Saved entries:
◇ ◇ ◇ ◇ ◇

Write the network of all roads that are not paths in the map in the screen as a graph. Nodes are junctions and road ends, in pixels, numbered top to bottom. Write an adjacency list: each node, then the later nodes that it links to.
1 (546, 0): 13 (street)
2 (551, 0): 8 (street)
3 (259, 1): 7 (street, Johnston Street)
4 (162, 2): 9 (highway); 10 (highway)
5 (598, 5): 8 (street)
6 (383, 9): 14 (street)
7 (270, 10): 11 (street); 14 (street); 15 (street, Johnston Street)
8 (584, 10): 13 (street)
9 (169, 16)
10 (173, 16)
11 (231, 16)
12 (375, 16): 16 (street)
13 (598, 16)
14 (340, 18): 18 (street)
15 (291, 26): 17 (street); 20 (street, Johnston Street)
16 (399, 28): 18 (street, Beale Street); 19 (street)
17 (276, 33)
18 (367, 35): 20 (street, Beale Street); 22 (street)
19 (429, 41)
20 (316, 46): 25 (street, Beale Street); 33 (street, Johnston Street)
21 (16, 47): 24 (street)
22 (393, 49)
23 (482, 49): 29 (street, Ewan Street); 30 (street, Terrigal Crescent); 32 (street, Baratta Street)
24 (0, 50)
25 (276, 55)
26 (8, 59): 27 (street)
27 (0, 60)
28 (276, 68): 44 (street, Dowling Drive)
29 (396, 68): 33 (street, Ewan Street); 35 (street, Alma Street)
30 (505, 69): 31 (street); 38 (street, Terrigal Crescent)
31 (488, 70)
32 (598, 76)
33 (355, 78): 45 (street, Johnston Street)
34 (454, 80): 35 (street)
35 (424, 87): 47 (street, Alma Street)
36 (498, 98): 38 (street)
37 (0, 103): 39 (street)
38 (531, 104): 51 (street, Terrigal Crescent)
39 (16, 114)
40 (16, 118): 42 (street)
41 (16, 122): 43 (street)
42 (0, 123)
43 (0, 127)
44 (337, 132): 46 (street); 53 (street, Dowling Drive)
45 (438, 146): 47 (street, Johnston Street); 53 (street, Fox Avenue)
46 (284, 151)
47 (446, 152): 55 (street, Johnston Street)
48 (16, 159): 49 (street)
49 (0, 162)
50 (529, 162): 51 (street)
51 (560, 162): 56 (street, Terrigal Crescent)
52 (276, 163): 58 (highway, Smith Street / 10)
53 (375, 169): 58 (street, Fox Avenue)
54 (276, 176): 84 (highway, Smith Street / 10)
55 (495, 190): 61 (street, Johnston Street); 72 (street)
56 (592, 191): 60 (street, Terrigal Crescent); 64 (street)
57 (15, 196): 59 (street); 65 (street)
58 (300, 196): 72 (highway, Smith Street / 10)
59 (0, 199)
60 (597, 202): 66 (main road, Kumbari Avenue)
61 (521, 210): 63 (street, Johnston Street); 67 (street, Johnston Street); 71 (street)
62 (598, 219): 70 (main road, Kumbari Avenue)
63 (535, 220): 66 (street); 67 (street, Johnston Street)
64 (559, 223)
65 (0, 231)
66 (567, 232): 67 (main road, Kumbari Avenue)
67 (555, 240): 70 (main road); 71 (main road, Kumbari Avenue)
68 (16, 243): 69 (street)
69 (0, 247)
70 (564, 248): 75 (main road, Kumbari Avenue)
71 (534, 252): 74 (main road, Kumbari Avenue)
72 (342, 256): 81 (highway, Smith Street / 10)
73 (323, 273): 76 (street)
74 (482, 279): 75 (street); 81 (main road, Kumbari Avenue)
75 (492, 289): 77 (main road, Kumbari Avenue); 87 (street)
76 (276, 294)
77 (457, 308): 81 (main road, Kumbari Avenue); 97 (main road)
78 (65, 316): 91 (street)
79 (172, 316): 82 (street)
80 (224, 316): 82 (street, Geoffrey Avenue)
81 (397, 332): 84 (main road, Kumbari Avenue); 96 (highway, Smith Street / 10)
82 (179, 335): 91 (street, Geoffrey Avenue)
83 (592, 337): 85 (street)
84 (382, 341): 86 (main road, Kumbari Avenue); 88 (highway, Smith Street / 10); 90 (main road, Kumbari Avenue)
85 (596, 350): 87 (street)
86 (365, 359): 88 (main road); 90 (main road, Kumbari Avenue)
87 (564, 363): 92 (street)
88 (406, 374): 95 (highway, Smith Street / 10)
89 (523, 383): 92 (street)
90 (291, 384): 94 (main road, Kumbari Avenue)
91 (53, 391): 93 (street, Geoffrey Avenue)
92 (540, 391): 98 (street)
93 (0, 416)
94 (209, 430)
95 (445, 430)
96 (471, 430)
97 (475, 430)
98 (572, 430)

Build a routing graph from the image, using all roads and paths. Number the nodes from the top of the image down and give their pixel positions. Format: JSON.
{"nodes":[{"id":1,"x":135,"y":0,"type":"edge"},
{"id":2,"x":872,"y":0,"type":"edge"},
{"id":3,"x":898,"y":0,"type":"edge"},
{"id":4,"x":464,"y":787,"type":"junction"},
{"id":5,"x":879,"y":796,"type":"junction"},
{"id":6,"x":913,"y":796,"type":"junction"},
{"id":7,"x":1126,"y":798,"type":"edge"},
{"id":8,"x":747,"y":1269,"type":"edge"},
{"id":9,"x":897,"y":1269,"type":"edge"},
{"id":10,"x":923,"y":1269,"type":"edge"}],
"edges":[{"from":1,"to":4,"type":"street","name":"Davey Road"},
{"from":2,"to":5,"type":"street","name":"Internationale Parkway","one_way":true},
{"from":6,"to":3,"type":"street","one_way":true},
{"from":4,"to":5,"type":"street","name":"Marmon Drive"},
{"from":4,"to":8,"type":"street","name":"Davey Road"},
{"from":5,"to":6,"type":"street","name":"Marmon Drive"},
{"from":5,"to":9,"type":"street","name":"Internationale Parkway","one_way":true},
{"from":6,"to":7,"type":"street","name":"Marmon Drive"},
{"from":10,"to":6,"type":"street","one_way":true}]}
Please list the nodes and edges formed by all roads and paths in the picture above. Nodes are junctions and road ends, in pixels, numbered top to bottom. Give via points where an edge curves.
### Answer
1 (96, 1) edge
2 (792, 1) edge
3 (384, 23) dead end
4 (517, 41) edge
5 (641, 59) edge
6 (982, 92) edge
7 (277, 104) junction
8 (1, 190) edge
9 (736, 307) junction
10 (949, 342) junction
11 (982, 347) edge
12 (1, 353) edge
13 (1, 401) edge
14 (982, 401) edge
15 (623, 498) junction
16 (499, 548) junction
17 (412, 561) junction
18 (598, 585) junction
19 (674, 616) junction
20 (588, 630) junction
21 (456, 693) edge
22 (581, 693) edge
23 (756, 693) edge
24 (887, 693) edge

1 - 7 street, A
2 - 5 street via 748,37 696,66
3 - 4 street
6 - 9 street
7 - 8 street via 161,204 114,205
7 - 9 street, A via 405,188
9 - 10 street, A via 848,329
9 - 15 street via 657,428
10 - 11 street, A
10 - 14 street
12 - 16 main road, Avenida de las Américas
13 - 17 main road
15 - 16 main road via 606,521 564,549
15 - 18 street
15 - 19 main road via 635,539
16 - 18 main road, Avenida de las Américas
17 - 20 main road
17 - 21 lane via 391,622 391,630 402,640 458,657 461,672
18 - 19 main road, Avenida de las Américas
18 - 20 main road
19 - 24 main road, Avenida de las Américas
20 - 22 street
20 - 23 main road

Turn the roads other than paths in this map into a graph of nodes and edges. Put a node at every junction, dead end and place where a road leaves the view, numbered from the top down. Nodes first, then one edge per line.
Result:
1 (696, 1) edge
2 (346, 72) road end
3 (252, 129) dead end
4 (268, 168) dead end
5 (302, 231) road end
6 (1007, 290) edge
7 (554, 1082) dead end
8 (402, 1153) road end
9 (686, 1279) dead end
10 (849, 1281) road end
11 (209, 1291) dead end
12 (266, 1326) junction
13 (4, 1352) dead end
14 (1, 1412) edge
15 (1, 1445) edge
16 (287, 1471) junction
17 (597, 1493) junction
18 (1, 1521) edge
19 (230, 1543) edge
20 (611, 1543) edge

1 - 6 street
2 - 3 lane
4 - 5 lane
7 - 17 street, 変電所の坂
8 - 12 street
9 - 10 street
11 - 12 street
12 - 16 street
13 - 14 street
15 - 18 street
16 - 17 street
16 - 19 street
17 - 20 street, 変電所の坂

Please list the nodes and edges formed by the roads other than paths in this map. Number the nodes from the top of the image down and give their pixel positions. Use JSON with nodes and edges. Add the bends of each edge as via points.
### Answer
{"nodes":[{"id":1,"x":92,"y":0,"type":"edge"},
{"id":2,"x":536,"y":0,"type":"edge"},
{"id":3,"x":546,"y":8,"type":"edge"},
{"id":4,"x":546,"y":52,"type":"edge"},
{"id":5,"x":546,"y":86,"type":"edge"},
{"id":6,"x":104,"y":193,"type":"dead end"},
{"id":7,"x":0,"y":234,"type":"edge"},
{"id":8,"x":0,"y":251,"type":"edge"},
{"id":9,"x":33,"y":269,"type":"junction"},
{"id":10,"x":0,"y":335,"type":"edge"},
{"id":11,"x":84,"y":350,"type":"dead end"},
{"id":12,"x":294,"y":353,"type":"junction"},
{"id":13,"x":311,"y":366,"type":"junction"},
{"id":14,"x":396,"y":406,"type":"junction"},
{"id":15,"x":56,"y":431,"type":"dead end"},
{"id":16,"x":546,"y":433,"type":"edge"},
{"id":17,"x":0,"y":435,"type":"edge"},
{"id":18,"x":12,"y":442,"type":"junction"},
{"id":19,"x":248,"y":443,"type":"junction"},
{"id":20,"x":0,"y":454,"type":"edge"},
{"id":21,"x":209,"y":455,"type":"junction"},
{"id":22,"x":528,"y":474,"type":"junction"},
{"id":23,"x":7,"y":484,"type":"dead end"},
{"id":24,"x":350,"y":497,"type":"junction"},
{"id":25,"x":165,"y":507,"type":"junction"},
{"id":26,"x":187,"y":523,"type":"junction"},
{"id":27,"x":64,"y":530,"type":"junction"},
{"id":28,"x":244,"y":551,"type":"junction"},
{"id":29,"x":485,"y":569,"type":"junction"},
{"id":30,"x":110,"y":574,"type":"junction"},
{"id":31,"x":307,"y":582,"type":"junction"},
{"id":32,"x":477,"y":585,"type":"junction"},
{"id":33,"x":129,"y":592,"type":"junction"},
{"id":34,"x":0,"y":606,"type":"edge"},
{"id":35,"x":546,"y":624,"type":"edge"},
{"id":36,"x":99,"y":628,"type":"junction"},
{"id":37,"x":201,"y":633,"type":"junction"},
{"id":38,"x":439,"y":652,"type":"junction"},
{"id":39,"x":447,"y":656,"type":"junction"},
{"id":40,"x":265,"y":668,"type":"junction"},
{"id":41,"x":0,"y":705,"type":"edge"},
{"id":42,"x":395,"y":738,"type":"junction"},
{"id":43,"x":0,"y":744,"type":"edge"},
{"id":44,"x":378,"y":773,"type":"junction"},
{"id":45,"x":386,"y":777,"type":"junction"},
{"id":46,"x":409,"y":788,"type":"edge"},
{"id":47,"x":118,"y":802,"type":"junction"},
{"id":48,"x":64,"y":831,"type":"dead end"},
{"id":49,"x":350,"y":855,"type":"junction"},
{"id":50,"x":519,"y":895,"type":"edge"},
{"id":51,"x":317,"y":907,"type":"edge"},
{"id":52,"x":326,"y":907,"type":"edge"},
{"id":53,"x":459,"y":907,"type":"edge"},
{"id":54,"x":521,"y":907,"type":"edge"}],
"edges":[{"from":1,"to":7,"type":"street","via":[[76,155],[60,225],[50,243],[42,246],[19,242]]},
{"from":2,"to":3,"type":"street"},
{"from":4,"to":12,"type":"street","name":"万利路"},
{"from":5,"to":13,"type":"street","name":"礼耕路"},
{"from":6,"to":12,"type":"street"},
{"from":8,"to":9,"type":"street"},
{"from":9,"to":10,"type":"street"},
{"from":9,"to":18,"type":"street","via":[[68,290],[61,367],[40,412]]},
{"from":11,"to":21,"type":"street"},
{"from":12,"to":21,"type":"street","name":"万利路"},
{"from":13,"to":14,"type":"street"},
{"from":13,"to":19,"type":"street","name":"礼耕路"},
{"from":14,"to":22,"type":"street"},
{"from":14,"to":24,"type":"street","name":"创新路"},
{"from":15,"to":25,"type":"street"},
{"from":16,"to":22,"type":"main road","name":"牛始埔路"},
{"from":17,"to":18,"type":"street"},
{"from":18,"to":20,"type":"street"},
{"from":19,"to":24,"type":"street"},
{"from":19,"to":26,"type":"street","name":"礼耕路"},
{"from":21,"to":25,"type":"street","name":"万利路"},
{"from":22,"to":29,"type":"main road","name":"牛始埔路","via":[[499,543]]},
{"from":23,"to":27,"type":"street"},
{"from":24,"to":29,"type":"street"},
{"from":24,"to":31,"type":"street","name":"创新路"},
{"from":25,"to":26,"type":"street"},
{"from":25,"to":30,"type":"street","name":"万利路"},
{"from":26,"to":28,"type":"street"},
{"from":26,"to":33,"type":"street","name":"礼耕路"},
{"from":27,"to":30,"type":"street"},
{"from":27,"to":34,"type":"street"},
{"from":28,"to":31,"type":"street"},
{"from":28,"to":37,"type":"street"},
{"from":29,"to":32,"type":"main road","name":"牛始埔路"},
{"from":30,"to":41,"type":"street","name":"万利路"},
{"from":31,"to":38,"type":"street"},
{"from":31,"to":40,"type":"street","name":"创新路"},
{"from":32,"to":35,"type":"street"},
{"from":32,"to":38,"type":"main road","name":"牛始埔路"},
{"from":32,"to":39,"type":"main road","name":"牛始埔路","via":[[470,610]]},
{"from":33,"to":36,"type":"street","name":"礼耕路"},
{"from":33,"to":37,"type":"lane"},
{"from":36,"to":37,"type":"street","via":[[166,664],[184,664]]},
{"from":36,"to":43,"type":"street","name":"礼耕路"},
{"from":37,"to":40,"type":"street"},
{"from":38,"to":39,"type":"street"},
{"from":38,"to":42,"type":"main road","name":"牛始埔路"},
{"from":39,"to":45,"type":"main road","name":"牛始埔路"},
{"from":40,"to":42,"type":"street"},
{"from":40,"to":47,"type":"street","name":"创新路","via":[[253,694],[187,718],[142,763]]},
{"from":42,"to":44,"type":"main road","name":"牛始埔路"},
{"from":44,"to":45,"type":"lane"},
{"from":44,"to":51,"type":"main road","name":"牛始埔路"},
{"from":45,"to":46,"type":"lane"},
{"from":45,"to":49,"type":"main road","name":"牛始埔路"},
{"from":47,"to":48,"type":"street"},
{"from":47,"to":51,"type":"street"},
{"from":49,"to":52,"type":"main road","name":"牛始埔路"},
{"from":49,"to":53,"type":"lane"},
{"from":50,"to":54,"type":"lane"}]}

◇ ◇ ◇ ◇ ◇

To do:
The lines above that hold "Smith" are the result; show every one of them.

Answer section:
52 (276, 163): 58 (highway, Smith Street / 10)
54 (276, 176): 84 (highway, Smith Street / 10)
58 (300, 196): 72 (highway, Smith Street / 10)
72 (342, 256): 81 (highway, Smith Street / 10)
81 (397, 332): 84 (main road, Kumbari Avenue); 96 (highway, Smith Street / 10)
84 (382, 341): 86 (main road, Kumbari Avenue); 88 (highway, Smith Street / 10); 90 (main road, Kumbari Avenue)
88 (406, 374): 95 (highway, Smith Street / 10)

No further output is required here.